-- RECORDED INFORMATION follows --
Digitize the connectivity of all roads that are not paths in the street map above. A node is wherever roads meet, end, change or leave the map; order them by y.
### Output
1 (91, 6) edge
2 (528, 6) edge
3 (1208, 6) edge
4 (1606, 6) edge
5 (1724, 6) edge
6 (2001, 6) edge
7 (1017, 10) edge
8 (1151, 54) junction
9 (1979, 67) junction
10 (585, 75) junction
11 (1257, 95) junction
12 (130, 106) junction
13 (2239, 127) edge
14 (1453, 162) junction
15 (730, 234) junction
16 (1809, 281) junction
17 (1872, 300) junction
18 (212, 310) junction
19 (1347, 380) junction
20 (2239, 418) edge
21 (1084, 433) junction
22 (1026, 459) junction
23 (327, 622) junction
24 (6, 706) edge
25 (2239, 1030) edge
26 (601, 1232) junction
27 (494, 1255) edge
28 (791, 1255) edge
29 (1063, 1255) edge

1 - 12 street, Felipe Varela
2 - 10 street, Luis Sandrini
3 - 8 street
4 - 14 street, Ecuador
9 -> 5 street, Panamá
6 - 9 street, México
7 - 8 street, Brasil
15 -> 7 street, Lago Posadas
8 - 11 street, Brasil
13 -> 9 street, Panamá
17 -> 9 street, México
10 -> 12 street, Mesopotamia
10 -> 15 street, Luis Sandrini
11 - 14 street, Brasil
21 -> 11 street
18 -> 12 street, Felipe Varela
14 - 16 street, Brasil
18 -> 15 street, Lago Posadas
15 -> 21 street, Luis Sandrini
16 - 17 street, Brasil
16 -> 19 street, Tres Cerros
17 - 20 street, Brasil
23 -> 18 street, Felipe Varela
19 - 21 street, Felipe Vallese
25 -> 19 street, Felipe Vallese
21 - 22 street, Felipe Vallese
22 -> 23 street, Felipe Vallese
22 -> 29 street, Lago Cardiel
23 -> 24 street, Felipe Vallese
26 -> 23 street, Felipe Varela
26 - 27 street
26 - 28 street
-- RECORDED INFORMATION concluded --
**TRY IT:** Repeat every record, keeping each word and mark exactly as it is.

**RESPONSE TO THIS TASK:**
Digitize the connectivity of all roads that are not paths in the street map above. A node is wherever roads meet, end, change or leave the map; order them by y.
### Output
1 (91, 6) edge
2 (528, 6) edge
3 (1208, 6) edge
4 (1606, 6) edge
5 (1724, 6) edge
6 (2001, 6) edge
7 (1017, 10) edge
8 (1151, 54) junction
9 (1979, 67) junction
10 (585, 75) junction
11 (1257, 95) junction
12 (130, 106) junction
13 (2239, 127) edge
14 (1453, 162) junction
15 (730, 234) junction
16 (1809, 281) junction
17 (1872, 300) junction
18 (212, 310) junction
19 (1347, 380) junction
20 (2239, 418) edge
21 (1084, 433) junction
22 (1026, 459) junction
23 (327, 622) junction
24 (6, 706) edge
25 (2239, 1030) edge
26 (601, 1232) junction
27 (494, 1255) edge
28 (791, 1255) edge
29 (1063, 1255) edge

1 - 12 street, Felipe Varela
2 - 10 street, Luis Sandrini
3 - 8 street
4 - 14 street, Ecuador
9 -> 5 street, Panamá
6 - 9 street, México
7 - 8 street, Brasil
15 -> 7 street, Lago Posadas
8 - 11 street, Brasil
13 -> 9 street, Panamá
17 -> 9 street, México
10 -> 12 street, Mesopotamia
10 -> 15 street, Luis Sandrini
11 - 14 street, Brasil
21 -> 11 street
18 -> 12 street, Felipe Varela
14 - 16 street, Brasil
18 -> 15 street, Lago Posadas
15 -> 21 street, Luis Sandrini
16 - 17 street, Brasil
16 -> 19 street, Tres Cerros
17 - 20 street, Brasil
23 -> 18 street, Felipe Varela
19 - 21 street, Felipe Vallese
25 -> 19 street, Felipe Vallese
21 - 22 street, Felipe Vallese
22 -> 23 street, Felipe Vallese
22 -> 29 street, Lago Cardiel
23 -> 24 street, Felipe Vallese
26 -> 23 street, Felipe Varela
26 - 27 street
26 - 28 street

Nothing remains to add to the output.